On the issues, AD distances itself from social democracy, opposes any "compromise over legality" and justice with Silvio Berlusconi, and supports voters' participation to the life of the party through primaries.

==History==
The grouping was launched soon after the defeat of Franceschini, party leader since the resignation of Walter Veltroni, by Pier Luigi Bersani in the 2009 PD leadership election and at its foundation comprised almost 150 MPs and MEPs of the party.
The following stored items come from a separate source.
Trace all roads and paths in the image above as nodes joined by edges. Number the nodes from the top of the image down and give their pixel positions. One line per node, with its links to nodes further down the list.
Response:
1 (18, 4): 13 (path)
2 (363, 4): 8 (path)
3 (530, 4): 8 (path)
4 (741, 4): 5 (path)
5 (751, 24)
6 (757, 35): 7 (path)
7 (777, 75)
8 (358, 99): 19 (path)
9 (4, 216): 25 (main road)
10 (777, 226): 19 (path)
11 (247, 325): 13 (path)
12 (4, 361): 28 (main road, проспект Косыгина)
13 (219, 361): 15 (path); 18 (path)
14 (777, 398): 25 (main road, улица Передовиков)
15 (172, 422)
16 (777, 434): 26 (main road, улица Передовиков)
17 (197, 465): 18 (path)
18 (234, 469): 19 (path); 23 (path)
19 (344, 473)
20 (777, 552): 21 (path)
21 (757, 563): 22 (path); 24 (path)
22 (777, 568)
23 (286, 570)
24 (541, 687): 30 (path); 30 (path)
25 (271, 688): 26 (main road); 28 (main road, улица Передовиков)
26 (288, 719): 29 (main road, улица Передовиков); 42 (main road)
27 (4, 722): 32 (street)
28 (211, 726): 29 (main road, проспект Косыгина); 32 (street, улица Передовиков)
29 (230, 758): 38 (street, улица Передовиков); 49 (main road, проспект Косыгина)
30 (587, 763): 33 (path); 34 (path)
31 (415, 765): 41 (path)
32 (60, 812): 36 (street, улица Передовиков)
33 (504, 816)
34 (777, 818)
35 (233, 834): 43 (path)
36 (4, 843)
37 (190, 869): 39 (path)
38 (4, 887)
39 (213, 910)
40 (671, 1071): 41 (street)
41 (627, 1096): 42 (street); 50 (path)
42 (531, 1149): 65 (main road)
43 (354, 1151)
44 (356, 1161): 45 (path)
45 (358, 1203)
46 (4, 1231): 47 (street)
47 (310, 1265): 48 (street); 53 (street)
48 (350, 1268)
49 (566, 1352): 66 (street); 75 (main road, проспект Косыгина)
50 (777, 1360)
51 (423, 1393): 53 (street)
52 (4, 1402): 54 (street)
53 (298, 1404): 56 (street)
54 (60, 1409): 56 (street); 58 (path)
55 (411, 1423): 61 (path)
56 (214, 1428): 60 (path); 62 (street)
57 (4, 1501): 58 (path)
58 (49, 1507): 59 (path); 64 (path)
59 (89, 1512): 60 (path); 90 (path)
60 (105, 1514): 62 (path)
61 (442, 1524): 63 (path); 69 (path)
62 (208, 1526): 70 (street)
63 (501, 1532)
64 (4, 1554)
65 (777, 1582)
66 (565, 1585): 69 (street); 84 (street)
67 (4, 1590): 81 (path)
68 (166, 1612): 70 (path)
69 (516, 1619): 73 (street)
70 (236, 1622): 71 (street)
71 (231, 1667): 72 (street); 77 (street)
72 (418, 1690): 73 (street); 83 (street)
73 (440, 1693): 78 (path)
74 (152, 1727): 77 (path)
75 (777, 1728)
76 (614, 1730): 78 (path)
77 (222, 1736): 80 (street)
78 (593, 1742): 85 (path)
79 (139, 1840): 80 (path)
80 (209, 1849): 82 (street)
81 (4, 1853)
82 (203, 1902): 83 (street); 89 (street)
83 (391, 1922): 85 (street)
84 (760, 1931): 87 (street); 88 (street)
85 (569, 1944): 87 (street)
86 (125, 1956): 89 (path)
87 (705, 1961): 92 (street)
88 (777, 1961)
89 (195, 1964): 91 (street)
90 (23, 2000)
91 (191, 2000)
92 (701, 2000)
AD served as board of coordination between the six main sub-groups which supported Franceschini's bid: Veltroniani, Fassiniani, Populars/Fourth Phase, Simply Democrats, Liberal PD and Democratic Ecologists.

In February 2010, there was a clash between Veltroniani and Franceschiniani over the choice of the candidate for President in Umbria. The friction was resolved, but Veltroni chose to launch a think tank named Democratica that could eventually become a new faction. In April the faction held an assembly in Cortona, attended also by Veltroni, Fassino, Franco Marini and Giuseppe Fioroni, during which Franceschini spoke openly of a possible separation from the party if it does not stick back to its original nature of a broad centre-left party committed to primaries.

By September 2010, both Franceschini and Fassino had re-approached with Bersani, a move which was not approved by Veltroni and Fioroni. The latter formed Democratic Movement to defend the "original spirit" of the PD. In doing this they were supported by 75 deputies: 33 Veltroniani, 35 Populars close to Fioroni and 7 former Rutelliani led by Paolo Gentiloni. During a meeting of the party's national board, held on 23 September, Franceschiniani and Fassiniani voted a motion proposed by Bersani (thus entering the party's majority), while most Veltroniani abstained from the vote: the resolution was passed by a landslide. It was the end of AD, as Franceschini soon acknowledged. The faction continued to be active within the party majority.